Atonement -directed by Joe Wright, starring James McAvoy, Keira Knightley, Romola Garai, Saoirse Ronan and Vanessa Redgrave- will open the 64th Venice Film Festival, to be held at the Lido di Venezia from 29th August to 8th September 2007, directed for the fourth time by Marco Müller and organised by the Fondazione La Biennale di Venezia, chaired by Davide Croff. Produced by co-chairmen of Working Title Films Tim Bevan and Eric Fellner, and Paul Webster, the screenplay is by Christopher Hampton adapted from the bestselling novel by Ian McEwan. The film will be presented in competition with a world premiere on the evening of 29th August in the Sala Grande of the Palazzo del Cinema.
The decision to open the 64th edition with Atonement, the second film directed by Joe Wright (his first being Pride & Prejudice), confirms the pioneering vocation of the Venice Film Festival and its ability to work as a true “talent scout” festival. Intercepting the most innovative developments in the film world as and when they happen, and revealing the new trends and currents in contemporary cinema, the Festival discovers and presents the protagonists of cinema of the future. Atonement will be released in UK on 14th September, in the US on 7th December and in Italy on 21st September. Universal Pictures International distributes the film internationally.
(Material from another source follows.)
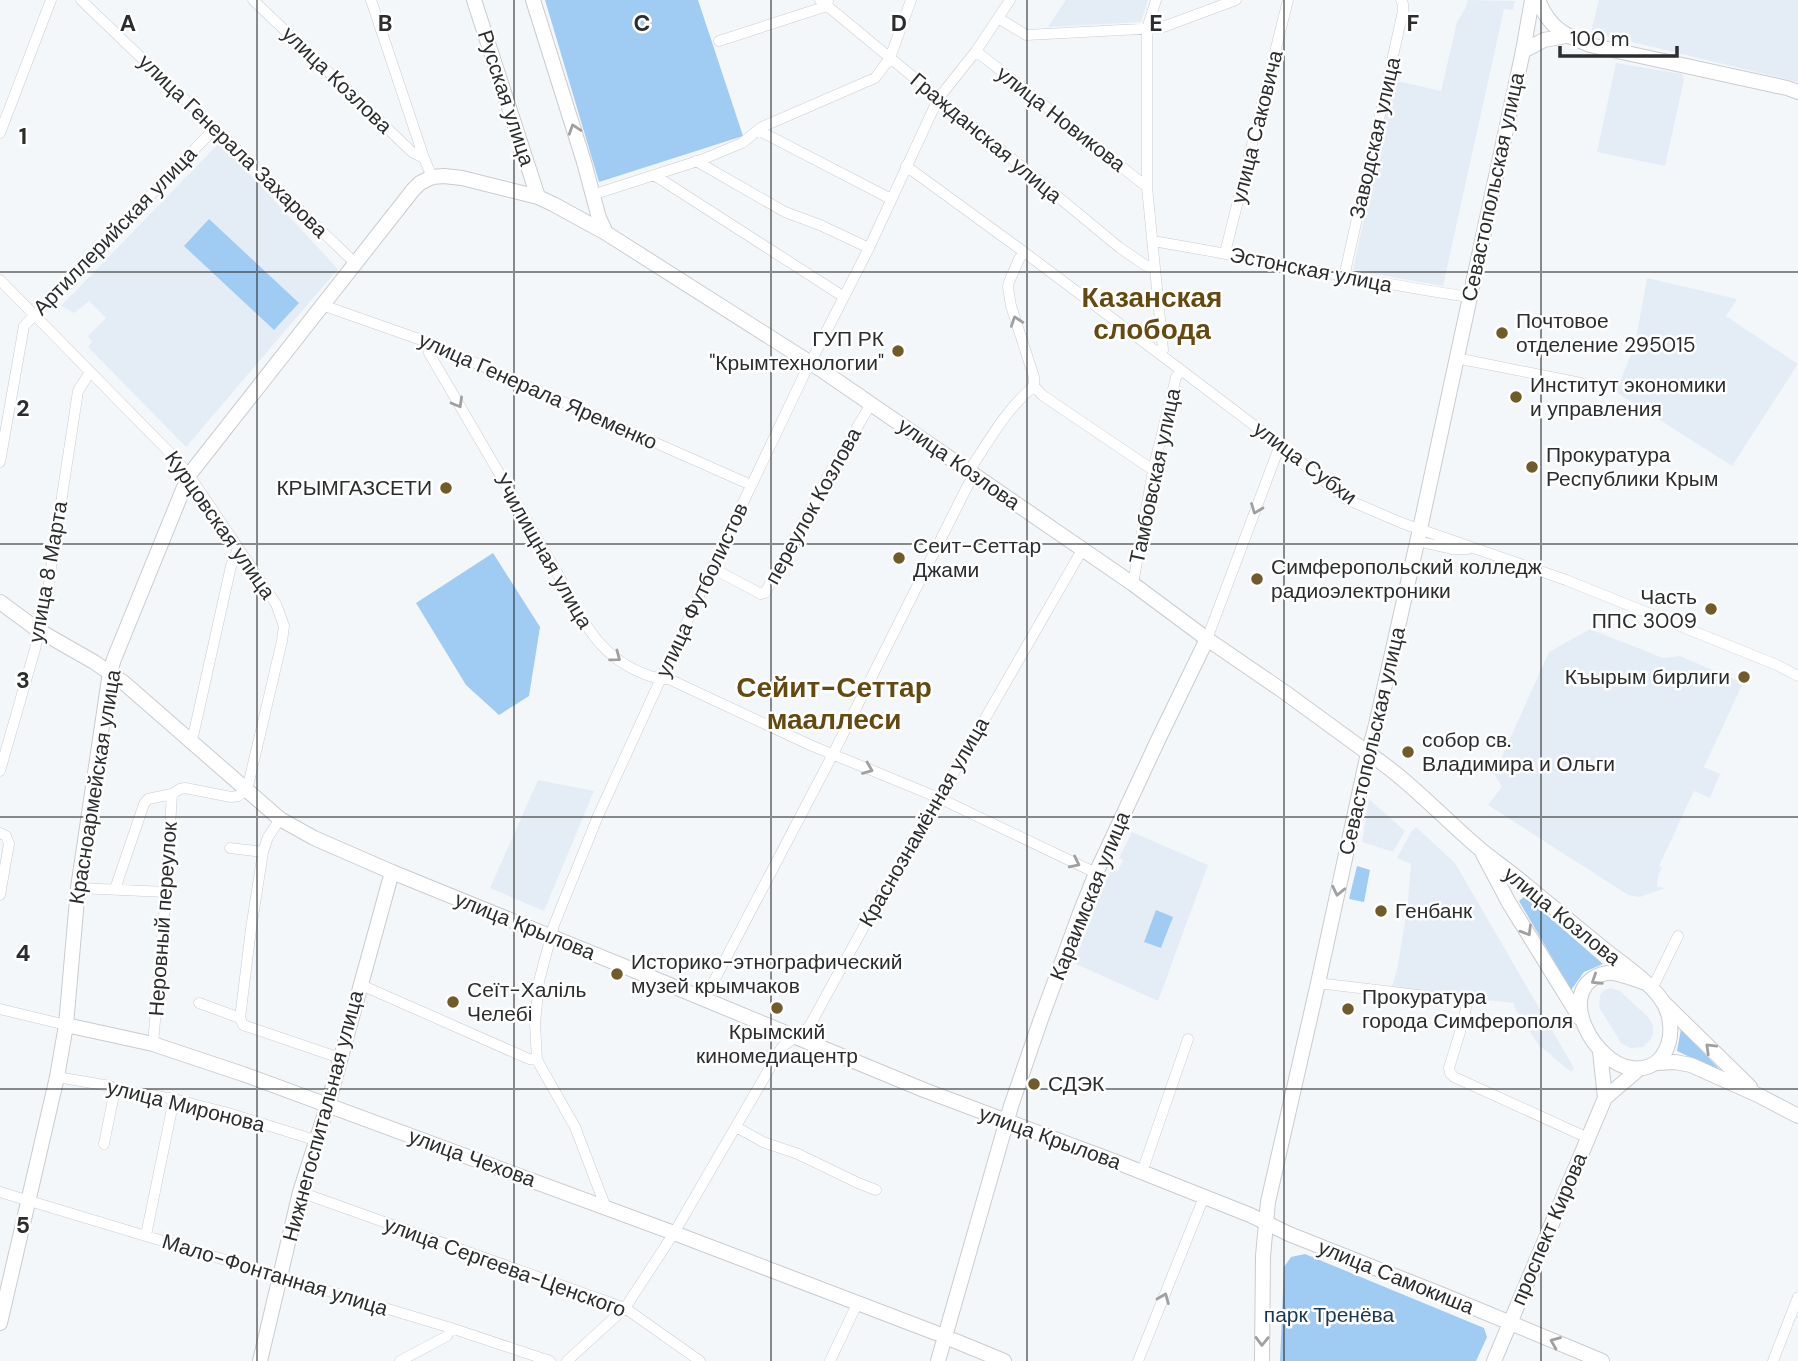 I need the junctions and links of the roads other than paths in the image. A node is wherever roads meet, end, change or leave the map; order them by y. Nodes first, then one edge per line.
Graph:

The director of the 64th Venice Film Festival, Marco Müller, has declared: "In the year of its 75th anniversary, the Festival must look to the future. For the first time in its history, the opening film is the work of a young director. A film that the selecting committee has unanimously considered – in terms of emotive and visual power – to be even greater than some of the major films of many confirmed directors".
The film's story commences in the English summer of 1935, the hottest day of the year. In the looming shadow of World War II Briony Tallis and her family live a life of wealth and privilege in their enormous Victorian Gothic mansion. As the family gathers the combination of the oppressive heat and long suppressed emotions coming to the surface create an ominous sense of threat and danger. Briony, a fledgling writer, is a girl with a vivid imagination. Through a series of catastrophic misunderstandings she accuses Robbie Turner, the housekeeper’s son and lover of her sister Cecilia, of a crime he did not commit. This accusation destroys Robbie and Cecilia’s new found love and dramatically alters the course of all their lives forever.